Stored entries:

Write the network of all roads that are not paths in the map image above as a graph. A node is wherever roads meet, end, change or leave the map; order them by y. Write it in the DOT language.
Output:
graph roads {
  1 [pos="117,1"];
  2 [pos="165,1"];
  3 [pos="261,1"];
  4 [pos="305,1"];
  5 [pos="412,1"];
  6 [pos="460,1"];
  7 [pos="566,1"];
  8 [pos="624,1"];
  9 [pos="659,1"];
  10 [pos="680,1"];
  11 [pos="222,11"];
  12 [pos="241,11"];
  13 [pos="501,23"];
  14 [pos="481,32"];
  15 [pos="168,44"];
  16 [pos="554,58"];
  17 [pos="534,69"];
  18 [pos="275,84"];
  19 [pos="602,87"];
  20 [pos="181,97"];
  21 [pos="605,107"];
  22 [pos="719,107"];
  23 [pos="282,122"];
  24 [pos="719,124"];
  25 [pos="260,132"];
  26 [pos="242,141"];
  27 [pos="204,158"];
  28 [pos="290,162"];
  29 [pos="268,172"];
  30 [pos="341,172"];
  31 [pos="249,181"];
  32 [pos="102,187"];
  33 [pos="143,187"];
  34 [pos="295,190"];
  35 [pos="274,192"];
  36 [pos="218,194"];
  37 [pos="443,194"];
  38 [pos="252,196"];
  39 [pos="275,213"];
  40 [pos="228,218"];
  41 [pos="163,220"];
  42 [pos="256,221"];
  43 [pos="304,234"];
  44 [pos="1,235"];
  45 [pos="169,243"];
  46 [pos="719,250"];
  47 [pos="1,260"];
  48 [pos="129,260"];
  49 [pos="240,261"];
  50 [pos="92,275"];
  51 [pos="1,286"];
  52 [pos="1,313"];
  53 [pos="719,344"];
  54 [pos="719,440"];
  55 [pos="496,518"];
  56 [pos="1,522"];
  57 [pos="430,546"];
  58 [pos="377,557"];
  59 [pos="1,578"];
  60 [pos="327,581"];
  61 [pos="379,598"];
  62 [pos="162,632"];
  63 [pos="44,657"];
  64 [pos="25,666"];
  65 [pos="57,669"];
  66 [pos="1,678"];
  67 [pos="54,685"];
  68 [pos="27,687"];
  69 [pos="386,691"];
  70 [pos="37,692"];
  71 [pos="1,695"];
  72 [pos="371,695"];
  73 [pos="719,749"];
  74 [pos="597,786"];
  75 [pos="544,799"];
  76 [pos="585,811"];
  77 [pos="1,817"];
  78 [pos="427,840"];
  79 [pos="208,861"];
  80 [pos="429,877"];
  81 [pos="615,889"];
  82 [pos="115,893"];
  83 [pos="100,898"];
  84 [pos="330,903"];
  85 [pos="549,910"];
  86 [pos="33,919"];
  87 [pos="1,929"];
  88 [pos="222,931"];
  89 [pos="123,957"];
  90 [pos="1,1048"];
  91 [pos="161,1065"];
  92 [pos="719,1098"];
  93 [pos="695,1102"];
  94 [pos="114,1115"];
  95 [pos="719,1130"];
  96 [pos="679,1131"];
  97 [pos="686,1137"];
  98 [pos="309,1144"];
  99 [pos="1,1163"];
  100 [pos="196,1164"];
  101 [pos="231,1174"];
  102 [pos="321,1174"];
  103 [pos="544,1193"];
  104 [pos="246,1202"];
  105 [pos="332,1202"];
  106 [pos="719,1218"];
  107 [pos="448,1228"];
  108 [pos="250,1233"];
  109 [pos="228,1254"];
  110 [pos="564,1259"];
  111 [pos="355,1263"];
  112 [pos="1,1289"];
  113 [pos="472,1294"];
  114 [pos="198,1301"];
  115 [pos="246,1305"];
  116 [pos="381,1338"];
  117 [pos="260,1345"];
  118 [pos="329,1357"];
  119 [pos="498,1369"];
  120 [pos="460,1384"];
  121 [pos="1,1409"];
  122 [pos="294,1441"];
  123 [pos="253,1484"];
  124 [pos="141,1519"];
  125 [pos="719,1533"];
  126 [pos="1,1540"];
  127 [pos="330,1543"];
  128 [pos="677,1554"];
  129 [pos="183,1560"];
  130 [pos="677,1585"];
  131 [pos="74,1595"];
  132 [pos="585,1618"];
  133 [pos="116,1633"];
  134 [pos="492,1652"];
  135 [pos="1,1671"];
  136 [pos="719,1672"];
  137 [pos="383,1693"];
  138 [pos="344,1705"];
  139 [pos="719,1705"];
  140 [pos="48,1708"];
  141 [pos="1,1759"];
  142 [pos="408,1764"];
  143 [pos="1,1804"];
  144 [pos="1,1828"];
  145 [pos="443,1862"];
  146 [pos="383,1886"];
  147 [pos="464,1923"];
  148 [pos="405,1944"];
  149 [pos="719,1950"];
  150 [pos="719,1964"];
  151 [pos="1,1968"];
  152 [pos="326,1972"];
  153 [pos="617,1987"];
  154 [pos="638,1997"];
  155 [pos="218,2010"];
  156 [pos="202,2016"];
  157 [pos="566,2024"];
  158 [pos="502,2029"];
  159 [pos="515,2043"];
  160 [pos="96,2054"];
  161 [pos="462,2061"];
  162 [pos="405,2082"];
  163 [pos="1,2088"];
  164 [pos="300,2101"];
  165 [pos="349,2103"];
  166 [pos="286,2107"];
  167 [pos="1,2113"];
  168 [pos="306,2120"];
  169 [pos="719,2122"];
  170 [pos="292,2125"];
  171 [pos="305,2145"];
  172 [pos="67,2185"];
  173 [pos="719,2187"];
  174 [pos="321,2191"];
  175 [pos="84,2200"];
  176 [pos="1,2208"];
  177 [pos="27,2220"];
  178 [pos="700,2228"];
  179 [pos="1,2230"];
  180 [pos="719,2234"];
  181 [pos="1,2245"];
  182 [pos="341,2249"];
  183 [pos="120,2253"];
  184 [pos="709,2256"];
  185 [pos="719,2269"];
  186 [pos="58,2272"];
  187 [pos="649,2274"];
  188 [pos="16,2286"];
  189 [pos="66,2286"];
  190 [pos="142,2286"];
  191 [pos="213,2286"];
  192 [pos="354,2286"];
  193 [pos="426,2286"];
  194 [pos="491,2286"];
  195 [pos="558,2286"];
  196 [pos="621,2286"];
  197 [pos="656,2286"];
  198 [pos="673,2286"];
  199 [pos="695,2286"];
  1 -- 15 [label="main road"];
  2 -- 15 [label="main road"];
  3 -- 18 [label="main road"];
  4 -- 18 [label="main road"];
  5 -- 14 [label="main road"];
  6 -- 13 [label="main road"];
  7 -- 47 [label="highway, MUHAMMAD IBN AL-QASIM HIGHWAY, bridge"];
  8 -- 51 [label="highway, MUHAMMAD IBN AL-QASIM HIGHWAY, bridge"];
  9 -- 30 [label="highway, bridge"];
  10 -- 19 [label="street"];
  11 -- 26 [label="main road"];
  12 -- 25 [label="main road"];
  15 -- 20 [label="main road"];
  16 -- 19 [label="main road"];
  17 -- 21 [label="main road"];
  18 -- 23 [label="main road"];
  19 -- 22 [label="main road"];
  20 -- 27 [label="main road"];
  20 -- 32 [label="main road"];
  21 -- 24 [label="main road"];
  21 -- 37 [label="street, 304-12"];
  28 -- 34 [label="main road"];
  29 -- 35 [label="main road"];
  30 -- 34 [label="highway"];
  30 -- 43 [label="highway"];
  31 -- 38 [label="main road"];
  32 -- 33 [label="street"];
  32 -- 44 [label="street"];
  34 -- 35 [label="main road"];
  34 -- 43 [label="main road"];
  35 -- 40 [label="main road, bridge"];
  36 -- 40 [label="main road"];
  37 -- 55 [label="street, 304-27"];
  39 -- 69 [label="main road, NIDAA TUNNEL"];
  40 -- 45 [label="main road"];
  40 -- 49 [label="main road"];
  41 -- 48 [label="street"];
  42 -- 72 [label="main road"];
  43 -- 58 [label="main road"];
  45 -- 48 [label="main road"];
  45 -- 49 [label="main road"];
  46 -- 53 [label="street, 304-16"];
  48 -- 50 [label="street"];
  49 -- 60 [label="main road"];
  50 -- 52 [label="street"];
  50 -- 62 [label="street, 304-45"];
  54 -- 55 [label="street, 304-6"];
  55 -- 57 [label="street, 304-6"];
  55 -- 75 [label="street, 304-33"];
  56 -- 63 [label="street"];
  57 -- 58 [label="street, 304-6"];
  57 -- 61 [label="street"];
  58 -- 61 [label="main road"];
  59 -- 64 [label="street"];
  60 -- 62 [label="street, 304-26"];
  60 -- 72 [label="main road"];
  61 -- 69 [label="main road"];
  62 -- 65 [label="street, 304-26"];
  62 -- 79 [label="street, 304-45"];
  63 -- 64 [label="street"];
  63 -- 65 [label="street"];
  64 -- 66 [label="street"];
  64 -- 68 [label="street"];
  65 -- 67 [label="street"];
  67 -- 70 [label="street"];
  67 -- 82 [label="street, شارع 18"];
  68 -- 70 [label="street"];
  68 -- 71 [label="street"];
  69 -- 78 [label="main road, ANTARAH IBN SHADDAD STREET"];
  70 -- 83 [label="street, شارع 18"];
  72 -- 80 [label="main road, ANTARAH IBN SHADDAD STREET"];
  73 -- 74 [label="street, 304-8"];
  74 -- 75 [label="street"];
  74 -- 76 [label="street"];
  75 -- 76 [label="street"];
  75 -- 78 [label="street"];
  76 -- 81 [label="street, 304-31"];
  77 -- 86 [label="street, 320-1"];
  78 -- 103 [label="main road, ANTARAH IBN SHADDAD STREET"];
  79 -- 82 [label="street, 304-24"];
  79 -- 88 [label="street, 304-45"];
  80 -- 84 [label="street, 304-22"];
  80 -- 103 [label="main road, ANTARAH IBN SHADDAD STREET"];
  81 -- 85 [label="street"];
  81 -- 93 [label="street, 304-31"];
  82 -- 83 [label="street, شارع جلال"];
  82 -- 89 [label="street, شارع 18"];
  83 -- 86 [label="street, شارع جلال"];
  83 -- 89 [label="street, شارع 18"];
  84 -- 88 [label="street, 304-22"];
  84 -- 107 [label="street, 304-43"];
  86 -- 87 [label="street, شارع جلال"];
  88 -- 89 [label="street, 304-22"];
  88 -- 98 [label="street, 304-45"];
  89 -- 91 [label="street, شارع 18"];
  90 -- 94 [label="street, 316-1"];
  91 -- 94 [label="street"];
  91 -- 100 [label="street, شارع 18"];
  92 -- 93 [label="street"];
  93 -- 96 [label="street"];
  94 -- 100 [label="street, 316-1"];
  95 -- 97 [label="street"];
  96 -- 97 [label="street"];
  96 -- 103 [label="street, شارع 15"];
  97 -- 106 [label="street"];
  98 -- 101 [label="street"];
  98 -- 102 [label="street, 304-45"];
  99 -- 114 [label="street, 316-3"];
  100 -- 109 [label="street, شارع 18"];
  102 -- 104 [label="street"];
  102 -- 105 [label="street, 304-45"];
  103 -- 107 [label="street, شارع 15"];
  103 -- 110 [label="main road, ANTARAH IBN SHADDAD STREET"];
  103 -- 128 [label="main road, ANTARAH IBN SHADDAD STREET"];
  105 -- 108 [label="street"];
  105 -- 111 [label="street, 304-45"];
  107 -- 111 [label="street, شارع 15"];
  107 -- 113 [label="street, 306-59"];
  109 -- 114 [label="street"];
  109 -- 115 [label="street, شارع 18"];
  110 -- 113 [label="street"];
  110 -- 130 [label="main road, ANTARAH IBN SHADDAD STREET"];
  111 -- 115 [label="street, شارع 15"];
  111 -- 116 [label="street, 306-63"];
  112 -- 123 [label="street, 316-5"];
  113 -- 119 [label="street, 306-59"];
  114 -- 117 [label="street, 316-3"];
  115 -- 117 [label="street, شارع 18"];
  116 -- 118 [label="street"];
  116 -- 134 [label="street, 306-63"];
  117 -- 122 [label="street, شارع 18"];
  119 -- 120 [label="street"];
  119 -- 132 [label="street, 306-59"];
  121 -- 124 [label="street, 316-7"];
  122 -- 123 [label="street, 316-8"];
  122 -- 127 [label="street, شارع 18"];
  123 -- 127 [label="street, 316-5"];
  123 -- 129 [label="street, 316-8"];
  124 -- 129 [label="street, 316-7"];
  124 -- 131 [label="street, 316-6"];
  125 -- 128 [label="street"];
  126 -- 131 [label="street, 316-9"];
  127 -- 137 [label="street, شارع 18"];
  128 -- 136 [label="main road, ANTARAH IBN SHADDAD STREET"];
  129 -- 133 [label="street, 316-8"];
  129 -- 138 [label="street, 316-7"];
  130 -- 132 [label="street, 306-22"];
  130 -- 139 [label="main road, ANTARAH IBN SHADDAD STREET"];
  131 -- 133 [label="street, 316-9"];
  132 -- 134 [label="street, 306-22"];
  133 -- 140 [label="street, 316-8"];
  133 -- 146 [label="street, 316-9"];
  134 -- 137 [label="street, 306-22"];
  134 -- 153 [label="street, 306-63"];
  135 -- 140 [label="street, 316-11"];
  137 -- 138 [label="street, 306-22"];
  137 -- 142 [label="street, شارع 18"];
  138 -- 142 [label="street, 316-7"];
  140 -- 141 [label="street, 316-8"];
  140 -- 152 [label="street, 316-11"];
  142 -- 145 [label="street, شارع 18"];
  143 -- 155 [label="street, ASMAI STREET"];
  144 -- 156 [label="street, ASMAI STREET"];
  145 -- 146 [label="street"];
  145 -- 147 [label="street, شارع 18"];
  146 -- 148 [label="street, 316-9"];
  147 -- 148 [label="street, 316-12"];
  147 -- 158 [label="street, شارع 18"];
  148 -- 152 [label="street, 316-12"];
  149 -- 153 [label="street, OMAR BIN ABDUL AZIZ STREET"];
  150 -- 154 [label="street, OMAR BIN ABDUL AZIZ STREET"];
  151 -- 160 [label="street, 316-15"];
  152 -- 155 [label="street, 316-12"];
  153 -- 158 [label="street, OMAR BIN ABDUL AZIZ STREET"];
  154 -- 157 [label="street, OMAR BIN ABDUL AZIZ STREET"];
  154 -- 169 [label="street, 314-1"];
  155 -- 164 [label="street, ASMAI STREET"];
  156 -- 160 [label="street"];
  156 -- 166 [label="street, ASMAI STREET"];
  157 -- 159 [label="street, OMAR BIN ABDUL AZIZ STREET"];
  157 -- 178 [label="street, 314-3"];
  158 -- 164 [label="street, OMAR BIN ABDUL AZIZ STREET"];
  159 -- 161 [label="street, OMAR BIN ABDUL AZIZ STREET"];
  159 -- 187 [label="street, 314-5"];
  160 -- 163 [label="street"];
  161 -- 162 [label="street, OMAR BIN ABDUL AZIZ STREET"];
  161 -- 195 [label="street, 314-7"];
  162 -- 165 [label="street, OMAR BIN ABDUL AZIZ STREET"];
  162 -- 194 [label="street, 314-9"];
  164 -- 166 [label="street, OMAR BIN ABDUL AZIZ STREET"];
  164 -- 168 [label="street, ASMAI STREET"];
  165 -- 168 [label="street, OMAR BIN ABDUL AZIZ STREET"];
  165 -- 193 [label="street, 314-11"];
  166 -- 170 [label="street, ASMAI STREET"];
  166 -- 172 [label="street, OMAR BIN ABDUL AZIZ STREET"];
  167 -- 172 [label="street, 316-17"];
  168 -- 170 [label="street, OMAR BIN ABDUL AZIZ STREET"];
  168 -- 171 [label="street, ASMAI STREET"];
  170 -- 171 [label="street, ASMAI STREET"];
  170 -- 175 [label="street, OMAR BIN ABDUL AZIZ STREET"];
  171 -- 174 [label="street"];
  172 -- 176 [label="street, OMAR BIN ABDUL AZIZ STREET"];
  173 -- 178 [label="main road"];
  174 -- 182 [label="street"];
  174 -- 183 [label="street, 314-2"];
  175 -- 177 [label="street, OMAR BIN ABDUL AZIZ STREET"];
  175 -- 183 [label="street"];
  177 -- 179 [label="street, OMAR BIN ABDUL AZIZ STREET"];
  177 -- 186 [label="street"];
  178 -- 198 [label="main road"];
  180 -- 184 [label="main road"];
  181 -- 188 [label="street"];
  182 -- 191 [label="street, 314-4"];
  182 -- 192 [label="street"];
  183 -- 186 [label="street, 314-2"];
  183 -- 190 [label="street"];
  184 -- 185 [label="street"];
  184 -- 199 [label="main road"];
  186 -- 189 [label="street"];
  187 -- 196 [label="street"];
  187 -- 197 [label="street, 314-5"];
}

◆ Requirement ◆
Filter the lines above so that only those with the string "bridge" remain, then copy them.

◆ Answer below ◆
  7 -- 47 [label="highway, MUHAMMAD IBN AL-QASIM HIGHWAY, bridge"];
  8 -- 51 [label="highway, MUHAMMAD IBN AL-QASIM HIGHWAY, bridge"];
  9 -- 30 [label="highway, bridge"];
  35 -- 40 [label="main road, bridge"];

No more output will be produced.